Another time, at a donation event, My First Wheels and the Bicycle Commons were working together distributing children’s bikes. At the end of the day, there was one family left—a father accompanying his ten-year-old daughter and his four-year-old son. The daughter was easy to fit with a donated bike. The boy was harder to match. The only bike in his size had a problem with the chain. On his face was blatant despair. ‘Not me?’ it seemed to plead. The volunteer mechanics tried hard not to overpromise, but Lenni tells me they worked frantically, searching for parts while the time ticked away. Suddenly, someone pointed to a bike that everyone had assumed was too big for the boy. “What if we lower the seat?” they suggested. A mechanic loosened the seat and moved it down: the boy and bike were a match.

“As I was leaving the building,” Lenni says, “I could hear him giggling, learning to ride his new bike in the pathway, behind me.”

Lenni, an accomplished, successful adult, rides as if she’s still that fifteen-year-old girl.

“Sometimes,” she says, “as I’m riding down the Poplar Plains hill, I scream out loud, ‘I AM SO HAPPY!’”

“That sounds to me like the bike effect, at full volume,” I encourage her.

The coffee shop is closing. Looking out the window, I realize the storm has hit Toronto. The street is pitch black and the few cars braving this weather are splashing through astonishing quantities of rainwater. Miss J is being pelted. I pick up my helmet, and everyone in the coffee shop looks at me as if I’m crazy. “I won’t melt,” I assure them. “And I have to get home!”

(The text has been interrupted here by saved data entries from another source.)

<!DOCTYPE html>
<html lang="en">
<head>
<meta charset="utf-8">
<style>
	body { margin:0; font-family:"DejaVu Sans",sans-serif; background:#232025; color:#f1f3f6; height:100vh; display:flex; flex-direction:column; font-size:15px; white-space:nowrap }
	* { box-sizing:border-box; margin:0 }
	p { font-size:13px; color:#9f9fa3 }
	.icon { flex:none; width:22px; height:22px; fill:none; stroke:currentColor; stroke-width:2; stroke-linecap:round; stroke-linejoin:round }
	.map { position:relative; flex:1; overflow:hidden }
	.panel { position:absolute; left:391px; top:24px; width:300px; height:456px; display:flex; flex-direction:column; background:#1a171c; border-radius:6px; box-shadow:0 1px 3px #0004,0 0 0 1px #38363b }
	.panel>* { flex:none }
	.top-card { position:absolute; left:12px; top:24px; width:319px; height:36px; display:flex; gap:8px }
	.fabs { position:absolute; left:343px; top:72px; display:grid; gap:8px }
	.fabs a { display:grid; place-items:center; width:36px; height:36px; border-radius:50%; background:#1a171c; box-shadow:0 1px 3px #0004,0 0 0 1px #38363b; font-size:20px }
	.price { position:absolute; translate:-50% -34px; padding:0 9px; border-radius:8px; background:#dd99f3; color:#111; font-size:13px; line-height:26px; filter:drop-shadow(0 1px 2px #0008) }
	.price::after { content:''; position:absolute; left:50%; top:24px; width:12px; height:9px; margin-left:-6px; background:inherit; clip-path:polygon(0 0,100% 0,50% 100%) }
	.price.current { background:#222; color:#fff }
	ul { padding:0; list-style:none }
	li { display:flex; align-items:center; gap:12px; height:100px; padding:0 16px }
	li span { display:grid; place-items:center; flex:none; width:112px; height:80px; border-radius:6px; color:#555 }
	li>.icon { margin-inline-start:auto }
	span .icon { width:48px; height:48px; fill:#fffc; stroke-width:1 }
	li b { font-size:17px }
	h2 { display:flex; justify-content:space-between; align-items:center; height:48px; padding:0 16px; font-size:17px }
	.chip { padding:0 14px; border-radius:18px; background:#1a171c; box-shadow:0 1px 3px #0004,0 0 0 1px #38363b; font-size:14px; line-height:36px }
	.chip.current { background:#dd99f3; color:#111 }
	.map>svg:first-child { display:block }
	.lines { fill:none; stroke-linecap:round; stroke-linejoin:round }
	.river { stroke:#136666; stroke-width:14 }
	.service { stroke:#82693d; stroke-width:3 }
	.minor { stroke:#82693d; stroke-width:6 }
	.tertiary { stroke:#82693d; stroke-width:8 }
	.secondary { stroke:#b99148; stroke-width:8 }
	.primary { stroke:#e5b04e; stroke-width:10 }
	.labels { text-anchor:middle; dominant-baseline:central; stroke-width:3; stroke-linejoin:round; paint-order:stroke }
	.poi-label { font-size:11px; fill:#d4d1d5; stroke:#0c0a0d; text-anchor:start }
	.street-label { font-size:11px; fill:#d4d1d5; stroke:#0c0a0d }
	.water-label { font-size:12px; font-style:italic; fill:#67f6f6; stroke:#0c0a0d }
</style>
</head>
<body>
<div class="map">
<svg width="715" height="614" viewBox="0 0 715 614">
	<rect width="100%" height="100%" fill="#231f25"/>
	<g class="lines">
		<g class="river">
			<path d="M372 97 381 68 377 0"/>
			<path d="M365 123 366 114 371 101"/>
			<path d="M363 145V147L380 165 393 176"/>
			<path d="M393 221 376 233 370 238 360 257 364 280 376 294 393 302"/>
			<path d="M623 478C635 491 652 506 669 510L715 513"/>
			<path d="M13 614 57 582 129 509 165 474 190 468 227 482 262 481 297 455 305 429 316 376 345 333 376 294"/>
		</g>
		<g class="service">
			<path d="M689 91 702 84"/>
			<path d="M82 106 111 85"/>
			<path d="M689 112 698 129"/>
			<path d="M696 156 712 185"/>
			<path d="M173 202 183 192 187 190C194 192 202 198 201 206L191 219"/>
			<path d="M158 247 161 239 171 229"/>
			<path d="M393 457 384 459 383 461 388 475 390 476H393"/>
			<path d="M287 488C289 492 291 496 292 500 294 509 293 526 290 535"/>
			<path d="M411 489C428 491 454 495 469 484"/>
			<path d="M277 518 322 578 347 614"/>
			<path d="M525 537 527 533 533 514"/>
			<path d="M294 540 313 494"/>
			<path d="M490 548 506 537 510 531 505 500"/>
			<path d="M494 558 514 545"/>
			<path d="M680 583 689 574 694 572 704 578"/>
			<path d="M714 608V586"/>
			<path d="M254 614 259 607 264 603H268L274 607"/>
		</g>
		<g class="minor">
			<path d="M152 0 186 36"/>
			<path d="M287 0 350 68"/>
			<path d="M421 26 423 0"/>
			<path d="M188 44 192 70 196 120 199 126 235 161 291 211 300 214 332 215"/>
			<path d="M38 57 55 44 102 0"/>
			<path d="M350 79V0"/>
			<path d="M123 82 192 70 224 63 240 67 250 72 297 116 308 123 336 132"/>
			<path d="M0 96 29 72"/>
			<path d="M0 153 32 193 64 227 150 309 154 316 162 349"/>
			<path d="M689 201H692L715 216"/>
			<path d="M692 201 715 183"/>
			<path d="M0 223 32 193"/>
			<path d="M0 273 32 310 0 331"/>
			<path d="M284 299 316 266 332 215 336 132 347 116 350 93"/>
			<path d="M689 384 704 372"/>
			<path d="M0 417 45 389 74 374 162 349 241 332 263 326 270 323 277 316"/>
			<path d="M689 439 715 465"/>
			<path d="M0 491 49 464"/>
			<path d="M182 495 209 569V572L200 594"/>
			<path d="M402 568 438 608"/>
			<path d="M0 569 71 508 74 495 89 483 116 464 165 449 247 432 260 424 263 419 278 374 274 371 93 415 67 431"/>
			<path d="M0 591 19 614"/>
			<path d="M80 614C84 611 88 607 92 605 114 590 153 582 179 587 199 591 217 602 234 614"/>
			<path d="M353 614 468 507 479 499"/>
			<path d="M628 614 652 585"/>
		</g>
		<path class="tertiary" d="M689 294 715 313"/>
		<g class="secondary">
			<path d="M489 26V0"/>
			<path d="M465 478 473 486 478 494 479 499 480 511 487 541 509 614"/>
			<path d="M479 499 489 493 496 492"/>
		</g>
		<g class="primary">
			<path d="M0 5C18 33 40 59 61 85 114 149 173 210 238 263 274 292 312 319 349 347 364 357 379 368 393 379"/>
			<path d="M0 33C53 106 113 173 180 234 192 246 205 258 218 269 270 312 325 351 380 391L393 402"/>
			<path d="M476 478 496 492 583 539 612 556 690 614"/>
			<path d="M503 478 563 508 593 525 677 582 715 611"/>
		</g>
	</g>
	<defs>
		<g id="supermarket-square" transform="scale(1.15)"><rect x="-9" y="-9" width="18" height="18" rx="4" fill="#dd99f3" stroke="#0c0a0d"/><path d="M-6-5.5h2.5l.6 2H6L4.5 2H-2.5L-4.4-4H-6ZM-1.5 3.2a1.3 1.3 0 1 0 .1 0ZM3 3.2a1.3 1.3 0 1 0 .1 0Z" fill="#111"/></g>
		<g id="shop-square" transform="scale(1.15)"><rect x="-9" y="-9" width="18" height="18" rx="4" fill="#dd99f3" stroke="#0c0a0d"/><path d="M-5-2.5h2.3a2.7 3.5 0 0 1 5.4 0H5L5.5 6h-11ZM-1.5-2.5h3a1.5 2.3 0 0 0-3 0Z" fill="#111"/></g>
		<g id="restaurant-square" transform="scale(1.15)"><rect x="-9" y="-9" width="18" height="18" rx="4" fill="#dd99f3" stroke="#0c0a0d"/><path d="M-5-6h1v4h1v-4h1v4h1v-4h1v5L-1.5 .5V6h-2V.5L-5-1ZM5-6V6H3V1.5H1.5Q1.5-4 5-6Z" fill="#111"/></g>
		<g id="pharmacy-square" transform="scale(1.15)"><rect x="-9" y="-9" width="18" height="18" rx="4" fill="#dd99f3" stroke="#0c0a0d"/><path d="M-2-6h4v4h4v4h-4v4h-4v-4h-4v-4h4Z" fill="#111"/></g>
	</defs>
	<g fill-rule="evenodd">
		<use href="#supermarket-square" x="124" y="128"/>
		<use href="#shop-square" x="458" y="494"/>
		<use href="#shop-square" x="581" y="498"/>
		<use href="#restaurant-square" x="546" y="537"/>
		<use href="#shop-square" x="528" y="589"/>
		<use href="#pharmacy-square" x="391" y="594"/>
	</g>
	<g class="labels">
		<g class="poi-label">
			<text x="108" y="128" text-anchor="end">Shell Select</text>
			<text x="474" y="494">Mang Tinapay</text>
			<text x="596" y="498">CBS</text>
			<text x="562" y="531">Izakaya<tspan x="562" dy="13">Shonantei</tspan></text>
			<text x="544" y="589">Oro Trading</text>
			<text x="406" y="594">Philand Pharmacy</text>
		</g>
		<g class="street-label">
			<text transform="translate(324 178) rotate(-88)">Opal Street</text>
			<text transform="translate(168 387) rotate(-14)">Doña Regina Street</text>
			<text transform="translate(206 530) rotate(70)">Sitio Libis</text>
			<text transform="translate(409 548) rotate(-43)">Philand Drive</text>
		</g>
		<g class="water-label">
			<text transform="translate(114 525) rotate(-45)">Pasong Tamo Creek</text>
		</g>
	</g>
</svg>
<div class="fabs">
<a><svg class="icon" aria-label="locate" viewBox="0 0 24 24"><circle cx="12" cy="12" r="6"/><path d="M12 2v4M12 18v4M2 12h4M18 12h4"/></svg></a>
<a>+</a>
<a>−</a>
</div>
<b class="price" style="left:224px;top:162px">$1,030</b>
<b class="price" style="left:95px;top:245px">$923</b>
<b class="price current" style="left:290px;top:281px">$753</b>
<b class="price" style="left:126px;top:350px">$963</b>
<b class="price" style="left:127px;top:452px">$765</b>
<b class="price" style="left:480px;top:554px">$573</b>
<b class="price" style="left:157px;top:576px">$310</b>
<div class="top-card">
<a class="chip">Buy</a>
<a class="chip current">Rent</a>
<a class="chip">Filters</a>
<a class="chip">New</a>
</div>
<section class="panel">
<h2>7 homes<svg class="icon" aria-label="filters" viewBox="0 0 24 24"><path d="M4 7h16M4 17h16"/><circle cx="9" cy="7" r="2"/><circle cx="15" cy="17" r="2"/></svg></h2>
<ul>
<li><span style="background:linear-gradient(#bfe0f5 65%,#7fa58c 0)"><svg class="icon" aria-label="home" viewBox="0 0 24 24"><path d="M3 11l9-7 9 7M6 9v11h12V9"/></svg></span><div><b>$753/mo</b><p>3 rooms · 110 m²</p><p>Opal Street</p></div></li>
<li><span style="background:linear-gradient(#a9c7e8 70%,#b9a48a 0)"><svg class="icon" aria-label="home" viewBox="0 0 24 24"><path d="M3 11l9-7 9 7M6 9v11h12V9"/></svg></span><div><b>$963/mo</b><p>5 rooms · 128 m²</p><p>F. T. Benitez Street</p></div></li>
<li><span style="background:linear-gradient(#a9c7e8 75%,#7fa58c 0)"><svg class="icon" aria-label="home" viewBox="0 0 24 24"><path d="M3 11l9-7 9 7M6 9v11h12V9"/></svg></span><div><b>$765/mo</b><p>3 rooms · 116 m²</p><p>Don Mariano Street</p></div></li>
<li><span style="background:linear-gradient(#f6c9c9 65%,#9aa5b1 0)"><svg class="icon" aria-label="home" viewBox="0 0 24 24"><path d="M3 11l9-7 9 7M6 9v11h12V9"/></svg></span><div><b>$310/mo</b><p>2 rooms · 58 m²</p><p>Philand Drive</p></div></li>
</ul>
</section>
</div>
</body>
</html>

Miss J and I walk across the Eglinton Avenue intersection, my bright, white t-shirt clinging to my shoulders, and the bike lights blazing. We ride cautiously on the deserted sidewalk for a couple of blocks and then turn south on Bathurst Street. At Ava Road, we head west and swing onto the road. I giggle. And then I laugh out loud, with abandon. It’s raining harder than I’ve ever experienced and I can hardly keep my sopping shoes clipped in, but Lenni’s bike effect has claimed my imagination: thanks to my bike, I’m going to make it home. And this is one ride where every spin of the pedals is going to end intentionally with an exclamation mark!